- From: Jon Bosak <bosak@atlantic-83.Eng.Sun.COM>
- Date: Tue, 25 Mar 1997 22:29:08 -0800
- To: w3c-sgml-wg@w3.org
[Peter Flynn:] | Remaining question: do we hardwire ISOLat1, ISOLat2, ISOPub and | ISOTech as being the four most widely-used sets of non-ASCII symbols | in general? This is part of the problem. We went down this road in November and withdrew in horror when we saw where it led. (The person who finally blew the whistle was Anders Berglund, who defined all these ISO sets in the first place.) To put it briefly, there is a lot of overlap among these entity sets, they don't map unambiguously to the Unicode character set, and they don't map cleanly to existing fonts (in particular the very widely deployed Adobe-based "symbol" set), in addition to being 100.00 percent Eurocentric. This approach leads into a morass. So where do you draw the line? Including all of them is a nightmare, and including less than that is arbitrary. Some have said that people are too used to < to accept a numeric reference.
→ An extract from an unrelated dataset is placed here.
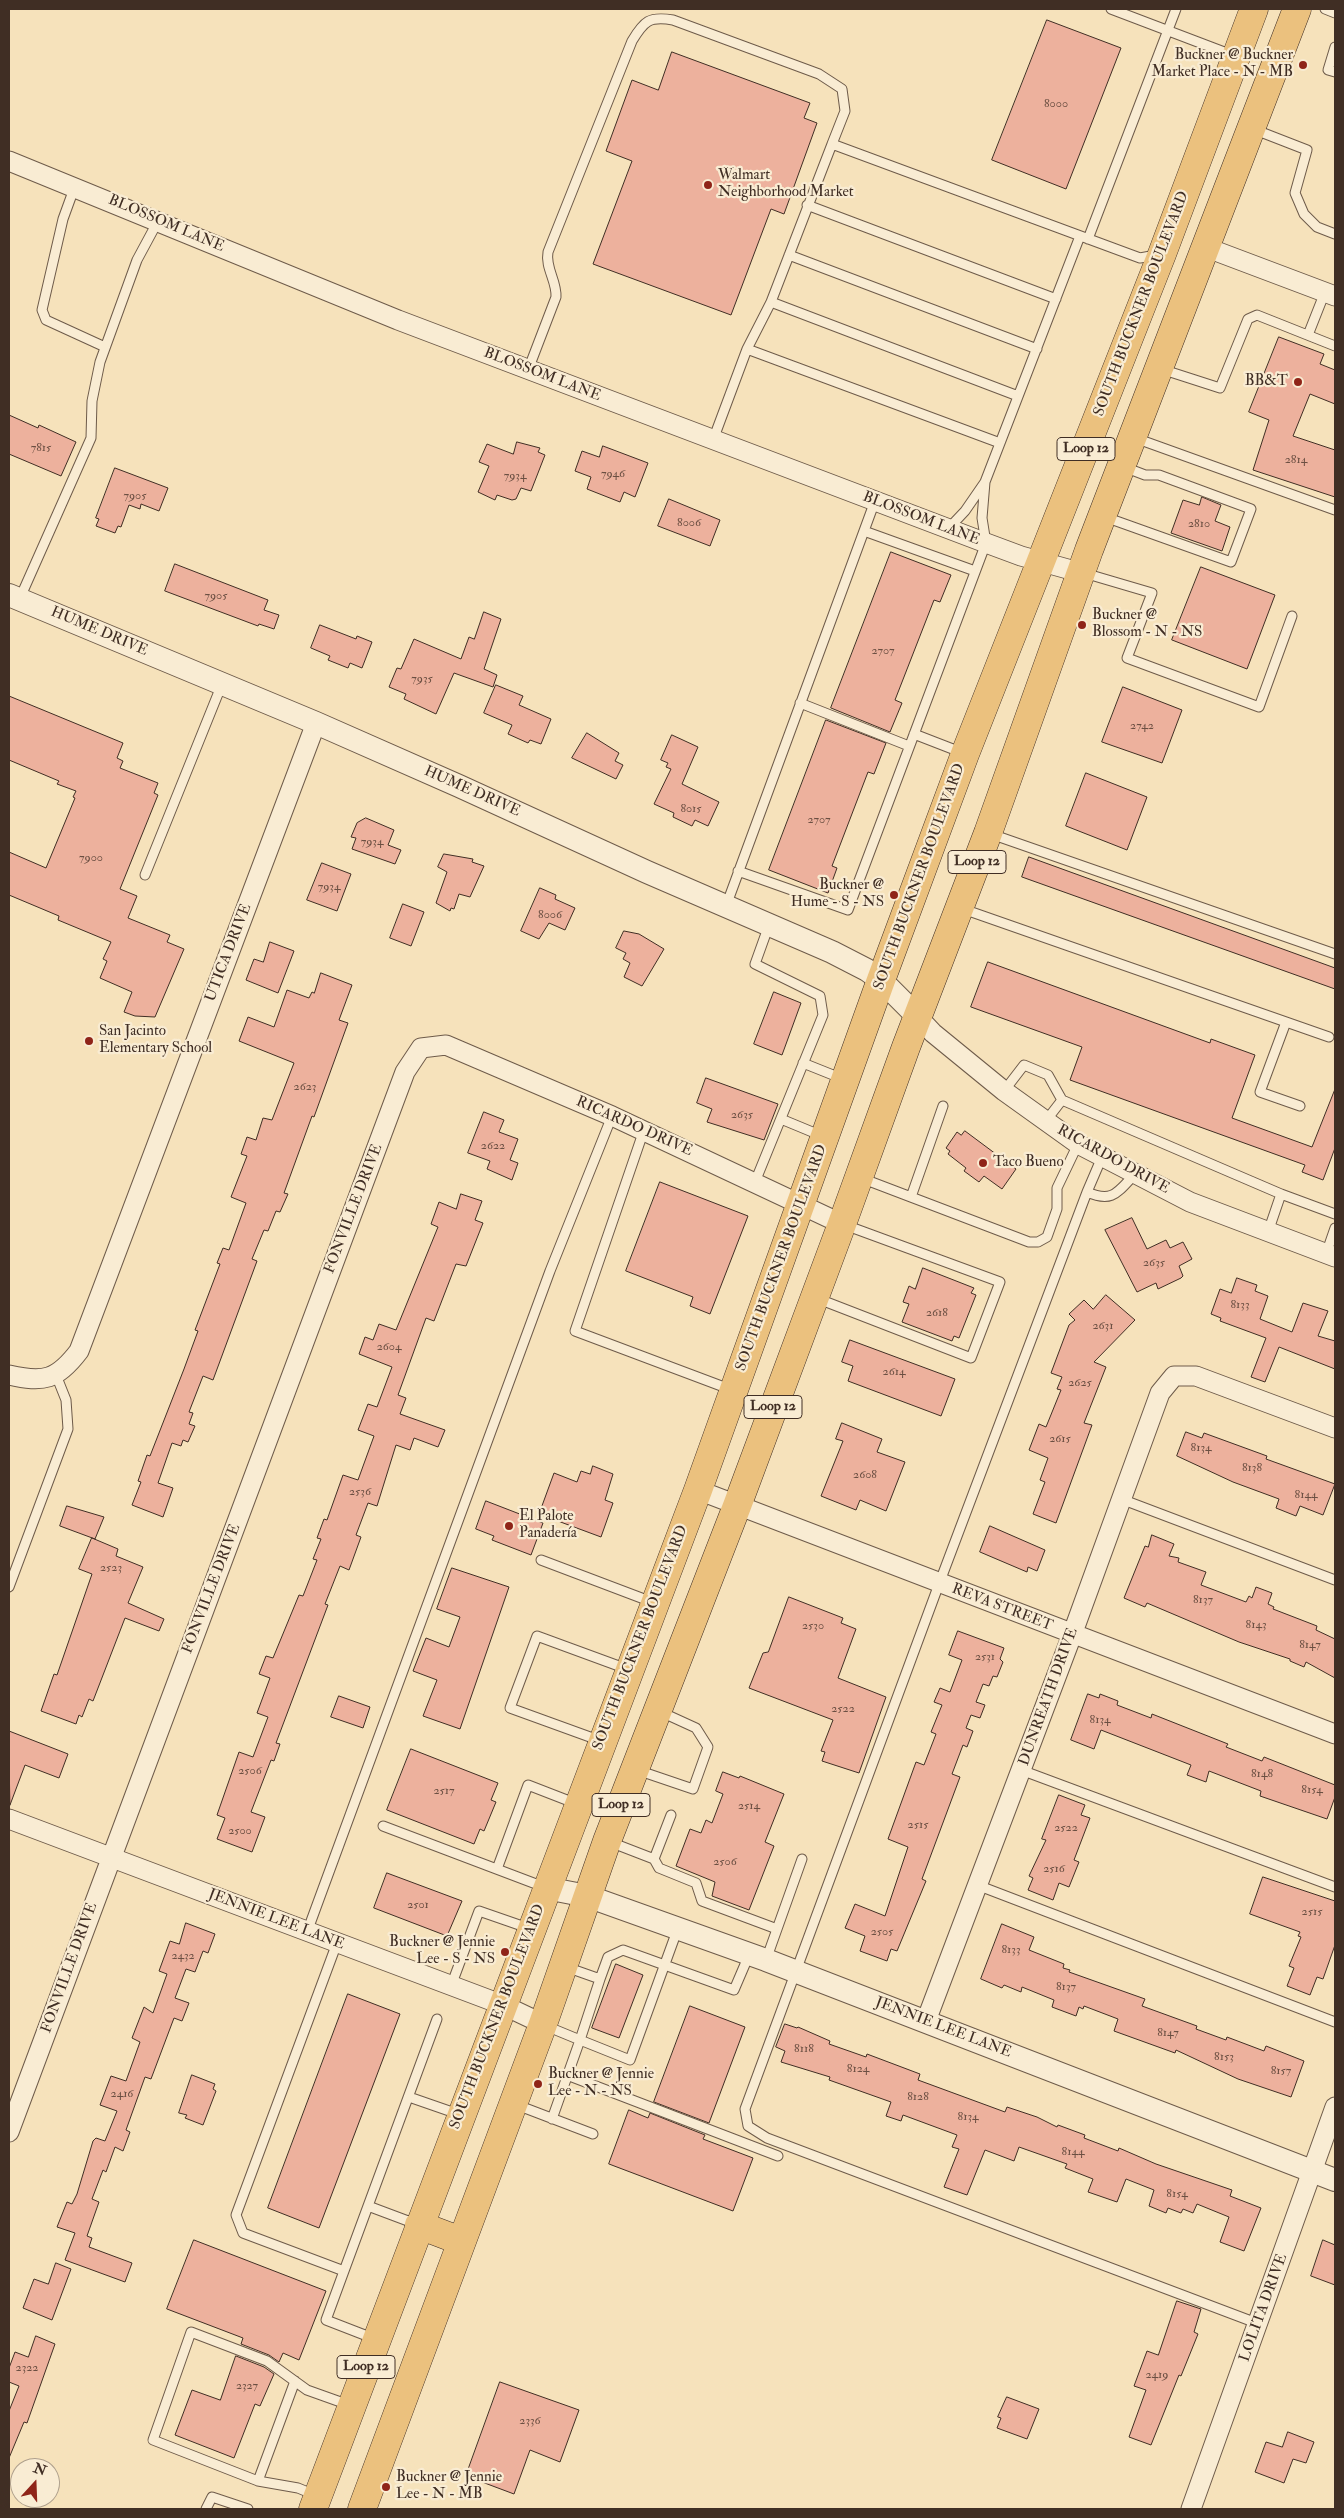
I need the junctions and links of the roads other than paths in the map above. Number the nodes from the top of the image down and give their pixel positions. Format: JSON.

Well, I have bad news: a whole lot of people are used to é and —, too. Any case for including predefined entities because it's what people are used to is a case for including all of them. And you can't include all of them because you end up with a stinking mess. We have decided to go with Unicode precisely in order to get beyond all this. Let's get it over with. Jon
Received on Wednesday, 26 March 1997 01:29:11 UTC